### Stored dataset items
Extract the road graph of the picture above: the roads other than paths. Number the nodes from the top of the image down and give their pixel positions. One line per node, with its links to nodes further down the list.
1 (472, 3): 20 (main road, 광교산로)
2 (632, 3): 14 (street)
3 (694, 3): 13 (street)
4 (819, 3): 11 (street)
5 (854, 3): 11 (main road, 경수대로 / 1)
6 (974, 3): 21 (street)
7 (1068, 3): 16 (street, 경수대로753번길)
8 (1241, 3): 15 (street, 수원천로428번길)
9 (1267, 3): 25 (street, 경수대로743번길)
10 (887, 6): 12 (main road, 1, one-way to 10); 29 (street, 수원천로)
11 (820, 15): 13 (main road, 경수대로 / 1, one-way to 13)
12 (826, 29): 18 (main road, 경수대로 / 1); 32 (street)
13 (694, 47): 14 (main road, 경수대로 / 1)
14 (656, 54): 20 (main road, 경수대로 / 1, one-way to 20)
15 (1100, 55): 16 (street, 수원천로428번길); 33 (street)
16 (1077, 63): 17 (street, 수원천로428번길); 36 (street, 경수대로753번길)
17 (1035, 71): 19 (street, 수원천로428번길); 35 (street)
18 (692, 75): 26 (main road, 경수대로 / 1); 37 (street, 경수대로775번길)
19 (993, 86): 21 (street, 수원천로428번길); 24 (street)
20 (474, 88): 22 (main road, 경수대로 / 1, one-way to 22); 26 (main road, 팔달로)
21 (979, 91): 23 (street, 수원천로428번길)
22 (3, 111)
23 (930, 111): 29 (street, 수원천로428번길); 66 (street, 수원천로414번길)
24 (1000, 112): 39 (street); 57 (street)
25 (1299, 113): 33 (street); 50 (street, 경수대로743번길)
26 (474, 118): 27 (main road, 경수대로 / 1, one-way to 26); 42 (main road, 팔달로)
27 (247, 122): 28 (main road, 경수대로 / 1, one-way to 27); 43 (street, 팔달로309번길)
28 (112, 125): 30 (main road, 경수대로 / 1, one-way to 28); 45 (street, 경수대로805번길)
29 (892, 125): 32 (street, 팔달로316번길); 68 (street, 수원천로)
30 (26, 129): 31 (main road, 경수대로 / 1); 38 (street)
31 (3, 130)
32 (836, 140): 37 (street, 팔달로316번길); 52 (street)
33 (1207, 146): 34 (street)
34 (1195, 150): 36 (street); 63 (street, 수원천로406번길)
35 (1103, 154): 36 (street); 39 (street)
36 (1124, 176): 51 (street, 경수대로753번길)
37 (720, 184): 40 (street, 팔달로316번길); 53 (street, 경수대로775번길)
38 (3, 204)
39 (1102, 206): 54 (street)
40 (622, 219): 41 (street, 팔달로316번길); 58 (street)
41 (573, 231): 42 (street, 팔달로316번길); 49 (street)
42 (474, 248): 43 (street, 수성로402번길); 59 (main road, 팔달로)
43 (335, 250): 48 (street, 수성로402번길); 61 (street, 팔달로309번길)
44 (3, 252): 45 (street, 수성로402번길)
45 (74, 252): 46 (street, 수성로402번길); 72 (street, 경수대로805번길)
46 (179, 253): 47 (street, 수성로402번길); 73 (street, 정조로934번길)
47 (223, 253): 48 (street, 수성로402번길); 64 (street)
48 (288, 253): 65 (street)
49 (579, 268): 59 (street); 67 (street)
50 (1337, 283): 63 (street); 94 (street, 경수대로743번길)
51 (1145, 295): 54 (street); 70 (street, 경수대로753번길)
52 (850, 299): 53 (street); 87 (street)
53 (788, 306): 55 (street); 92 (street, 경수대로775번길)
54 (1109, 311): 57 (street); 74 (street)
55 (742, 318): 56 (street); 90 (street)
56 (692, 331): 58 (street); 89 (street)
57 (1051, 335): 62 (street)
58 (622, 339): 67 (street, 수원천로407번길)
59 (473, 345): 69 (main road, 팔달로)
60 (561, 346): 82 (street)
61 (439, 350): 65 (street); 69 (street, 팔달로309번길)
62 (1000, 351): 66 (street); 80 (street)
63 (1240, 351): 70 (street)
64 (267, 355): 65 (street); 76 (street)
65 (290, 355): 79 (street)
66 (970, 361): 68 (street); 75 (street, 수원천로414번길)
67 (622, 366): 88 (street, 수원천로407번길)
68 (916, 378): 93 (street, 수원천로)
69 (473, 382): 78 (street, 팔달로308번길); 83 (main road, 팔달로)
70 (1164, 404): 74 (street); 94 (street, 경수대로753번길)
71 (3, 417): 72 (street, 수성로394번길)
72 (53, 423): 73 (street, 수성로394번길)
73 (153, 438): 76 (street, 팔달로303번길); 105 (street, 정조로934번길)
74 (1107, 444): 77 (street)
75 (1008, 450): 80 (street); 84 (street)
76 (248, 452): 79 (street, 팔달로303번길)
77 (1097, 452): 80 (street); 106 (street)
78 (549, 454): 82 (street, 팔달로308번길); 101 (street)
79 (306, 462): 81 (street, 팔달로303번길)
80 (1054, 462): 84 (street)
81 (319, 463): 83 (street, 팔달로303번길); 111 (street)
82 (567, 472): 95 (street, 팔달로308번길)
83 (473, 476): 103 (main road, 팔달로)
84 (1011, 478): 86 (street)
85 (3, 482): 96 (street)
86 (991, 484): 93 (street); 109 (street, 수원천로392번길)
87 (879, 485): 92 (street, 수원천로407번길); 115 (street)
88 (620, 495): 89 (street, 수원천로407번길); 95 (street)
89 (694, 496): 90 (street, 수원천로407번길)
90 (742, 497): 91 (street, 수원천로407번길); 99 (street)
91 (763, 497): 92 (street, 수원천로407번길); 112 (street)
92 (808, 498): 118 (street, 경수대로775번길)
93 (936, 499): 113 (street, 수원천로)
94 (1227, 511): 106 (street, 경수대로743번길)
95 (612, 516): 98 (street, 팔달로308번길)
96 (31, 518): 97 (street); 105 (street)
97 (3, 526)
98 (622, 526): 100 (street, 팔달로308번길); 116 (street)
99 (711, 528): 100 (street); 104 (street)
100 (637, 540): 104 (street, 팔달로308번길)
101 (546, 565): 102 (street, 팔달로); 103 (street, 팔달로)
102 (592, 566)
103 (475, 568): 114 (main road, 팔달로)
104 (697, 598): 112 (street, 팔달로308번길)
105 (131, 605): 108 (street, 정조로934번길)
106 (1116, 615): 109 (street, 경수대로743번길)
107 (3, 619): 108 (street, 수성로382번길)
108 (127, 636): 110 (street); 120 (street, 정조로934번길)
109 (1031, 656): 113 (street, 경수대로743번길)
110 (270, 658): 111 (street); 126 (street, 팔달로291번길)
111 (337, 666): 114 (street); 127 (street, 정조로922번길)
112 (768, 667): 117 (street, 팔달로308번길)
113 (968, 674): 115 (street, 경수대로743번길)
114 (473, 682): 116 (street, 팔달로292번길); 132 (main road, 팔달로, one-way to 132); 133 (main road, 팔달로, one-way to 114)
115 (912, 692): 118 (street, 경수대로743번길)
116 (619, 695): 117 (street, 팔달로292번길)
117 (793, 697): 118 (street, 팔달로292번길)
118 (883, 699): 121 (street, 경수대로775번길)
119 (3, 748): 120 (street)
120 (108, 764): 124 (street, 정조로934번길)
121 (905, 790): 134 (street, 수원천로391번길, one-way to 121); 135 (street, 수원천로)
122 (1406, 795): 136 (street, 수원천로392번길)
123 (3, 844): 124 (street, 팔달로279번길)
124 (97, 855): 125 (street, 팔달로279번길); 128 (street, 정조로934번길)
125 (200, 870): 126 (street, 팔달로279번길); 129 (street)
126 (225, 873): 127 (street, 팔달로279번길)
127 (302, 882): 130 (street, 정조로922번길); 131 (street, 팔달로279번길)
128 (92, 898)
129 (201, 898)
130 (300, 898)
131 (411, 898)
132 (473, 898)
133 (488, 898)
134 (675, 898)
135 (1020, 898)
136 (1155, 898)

### How to complete this task
Please make an exact copy of the entries, down to the last character.

### Exercise response
Extract the road graph of the picture above: the roads other than paths. Number the nodes from the top of the image down and give their pixel positions. One line per node, with its links to nodes further down the list.
1 (472, 3): 20 (main road, 광교산로)
2 (632, 3): 14 (street)
3 (694, 3): 13 (street)
4 (819, 3): 11 (street)
5 (854, 3): 11 (main road, 경수대로 / 1)
6 (974, 3): 21 (street)
7 (1068, 3): 16 (street, 경수대로753번길)
8 (1241, 3): 15 (street, 수원천로428번길)
9 (1267, 3): 25 (street, 경수대로743번길)
10 (887, 6): 12 (main road, 1, one-way to 10); 29 (street, 수원천로)
11 (820, 15): 13 (main road, 경수대로 / 1, one-way to 13)
12 (826, 29): 18 (main road, 경수대로 / 1); 32 (street)
13 (694, 47): 14 (main road, 경수대로 / 1)
14 (656, 54): 20 (main road, 경수대로 / 1, one-way to 20)
15 (1100, 55): 16 (street, 수원천로428번길); 33 (street)
16 (1077, 63): 17 (street, 수원천로428번길); 36 (street, 경수대로753번길)
17 (1035, 71): 19 (street, 수원천로428번길); 35 (street)
18 (692, 75): 26 (main road, 경수대로 / 1); 37 (street, 경수대로775번길)
19 (993, 86): 21 (street, 수원천로428번길); 24 (street)
20 (474, 88): 22 (main road, 경수대로 / 1, one-way to 22); 26 (main road, 팔달로)
21 (979, 91): 23 (street, 수원천로428번길)
22 (3, 111)
23 (930, 111): 29 (street, 수원천로428번길); 66 (street, 수원천로414번길)
24 (1000, 112): 39 (street); 57 (street)
25 (1299, 113): 33 (street); 50 (street, 경수대로743번길)
26 (474, 118): 27 (main road, 경수대로 / 1, one-way to 26); 42 (main road, 팔달로)
27 (247, 122): 28 (main road, 경수대로 / 1, one-way to 27); 43 (street, 팔달로309번길)
28 (112, 125): 30 (main road, 경수대로 / 1, one-way to 28); 45 (street, 경수대로805번길)
29 (892, 125): 32 (street, 팔달로316번길); 68 (street, 수원천로)
30 (26, 129): 31 (main road, 경수대로 / 1); 38 (street)
31 (3, 130)
32 (836, 140): 37 (street, 팔달로316번길); 52 (street)
33 (1207, 146): 34 (street)
34 (1195, 150): 36 (street); 63 (street, 수원천로406번길)
35 (1103, 154): 36 (street); 39 (street)
36 (1124, 176): 51 (street, 경수대로753번길)
37 (720, 184): 40 (street, 팔달로316번길); 53 (street, 경수대로775번길)
38 (3, 204)
39 (1102, 206): 54 (street)
40 (622, 219): 41 (street, 팔달로316번길); 58 (street)
41 (573, 231): 42 (street, 팔달로316번길); 49 (street)
42 (474, 248): 43 (street, 수성로402번길); 59 (main road, 팔달로)
43 (335, 250): 48 (street, 수성로402번길); 61 (street, 팔달로309번길)
44 (3, 252): 45 (street, 수성로402번길)
45 (74, 252): 46 (street, 수성로402번길); 72 (street, 경수대로805번길)
46 (179, 253): 47 (street, 수성로402번길); 73 (street, 정조로934번길)
47 (223, 253): 48 (street, 수성로402번길); 64 (street)
48 (288, 253): 65 (street)
49 (579, 268): 59 (street); 67 (street)
50 (1337, 283): 63 (street); 94 (street, 경수대로743번길)
51 (1145, 295): 54 (street); 70 (street, 경수대로753번길)
52 (850, 299): 53 (street); 87 (street)
53 (788, 306): 55 (street); 92 (street, 경수대로775번길)
54 (1109, 311): 57 (street); 74 (street)
55 (742, 318): 56 (street); 90 (street)
56 (692, 331): 58 (street); 89 (street)
57 (1051, 335): 62 (street)
58 (622, 339): 67 (street, 수원천로407번길)
59 (473, 345): 69 (main road, 팔달로)
60 (561, 346): 82 (street)
61 (439, 350): 65 (street); 69 (street, 팔달로309번길)
62 (1000, 351): 66 (street); 80 (street)
63 (1240, 351): 70 (street)
64 (267, 355): 65 (street); 76 (street)
65 (290, 355): 79 (street)
66 (970, 361): 68 (street); 75 (street, 수원천로414번길)
67 (622, 366): 88 (street, 수원천로407번길)
68 (916, 378): 93 (street, 수원천로)
69 (473, 382): 78 (street, 팔달로308번길); 83 (main road, 팔달로)
70 (1164, 404): 74 (street); 94 (street, 경수대로753번길)
71 (3, 417): 72 (street, 수성로394번길)
72 (53, 423): 73 (street, 수성로394번길)
73 (153, 438): 76 (street, 팔달로303번길); 105 (street, 정조로934번길)
74 (1107, 444): 77 (street)
75 (1008, 450): 80 (street); 84 (street)
76 (248, 452): 79 (street, 팔달로303번길)
77 (1097, 452): 80 (street); 106 (street)
78 (549, 454): 82 (street, 팔달로308번길); 101 (street)
79 (306, 462): 81 (street, 팔달로303번길)
80 (1054, 462): 84 (street)
81 (319, 463): 83 (street, 팔달로303번길); 111 (street)
82 (567, 472): 95 (street, 팔달로308번길)
83 (473, 476): 103 (main road, 팔달로)
84 (1011, 478): 86 (street)
85 (3, 482): 96 (street)
86 (991, 484): 93 (street); 109 (street, 수원천로392번길)
87 (879, 485): 92 (street, 수원천로407번길); 115 (street)
88 (620, 495): 89 (street, 수원천로407번길); 95 (street)
89 (694, 496): 90 (street, 수원천로407번길)
90 (742, 497): 91 (street, 수원천로407번길); 99 (street)
91 (763, 497): 92 (street, 수원천로407번길); 112 (street)
92 (808, 498): 118 (street, 경수대로775번길)
93 (936, 499): 113 (street, 수원천로)
94 (1227, 511): 106 (street, 경수대로743번길)
95 (612, 516): 98 (street, 팔달로308번길)
96 (31, 518): 97 (street); 105 (street)
97 (3, 526)
98 (622, 526): 100 (street, 팔달로308번길); 116 (street)
99 (711, 528): 100 (street); 104 (street)
100 (637, 540): 104 (street, 팔달로308번길)
101 (546, 565): 102 (street, 팔달로); 103 (street, 팔달로)
102 (592, 566)
103 (475, 568): 114 (main road, 팔달로)
104 (697, 598): 112 (street, 팔달로308번길)
105 (131, 605): 108 (street, 정조로934번길)
106 (1116, 615): 109 (street, 경수대로743번길)
107 (3, 619): 108 (street, 수성로382번길)
108 (127, 636): 110 (street); 120 (street, 정조로934번길)
109 (1031, 656): 113 (street, 경수대로743번길)
110 (270, 658): 111 (street); 126 (street, 팔달로291번길)
111 (337, 666): 114 (street); 127 (street, 정조로922번길)
112 (768, 667): 117 (street, 팔달로308번길)
113 (968, 674): 115 (street, 경수대로743번길)
114 (473, 682): 116 (street, 팔달로292번길); 132 (main road, 팔달로, one-way to 132); 133 (main road, 팔달로, one-way to 114)
115 (912, 692): 118 (street, 경수대로743번길)
116 (619, 695): 117 (street, 팔달로292번길)
117 (793, 697): 118 (street, 팔달로292번길)
118 (883, 699): 121 (street, 경수대로775번길)
119 (3, 748): 120 (street)
120 (108, 764): 124 (street, 정조로934번길)
121 (905, 790): 134 (street, 수원천로391번길, one-way to 121); 135 (street, 수원천로)
122 (1406, 795): 136 (street, 수원천로392번길)
123 (3, 844): 124 (street, 팔달로279번길)
124 (97, 855): 125 (street, 팔달로279번길); 128 (street, 정조로934번길)
125 (200, 870): 126 (street, 팔달로279번길); 129 (street)
126 (225, 873): 127 (street, 팔달로279번길)
127 (302, 882): 130 (street, 정조로922번길); 131 (street, 팔달로279번길)
128 (92, 898)
129 (201, 898)
130 (300, 898)
131 (411, 898)
132 (473, 898)
133 (488, 898)
134 (675, 898)
135 (1020, 898)
136 (1155, 898)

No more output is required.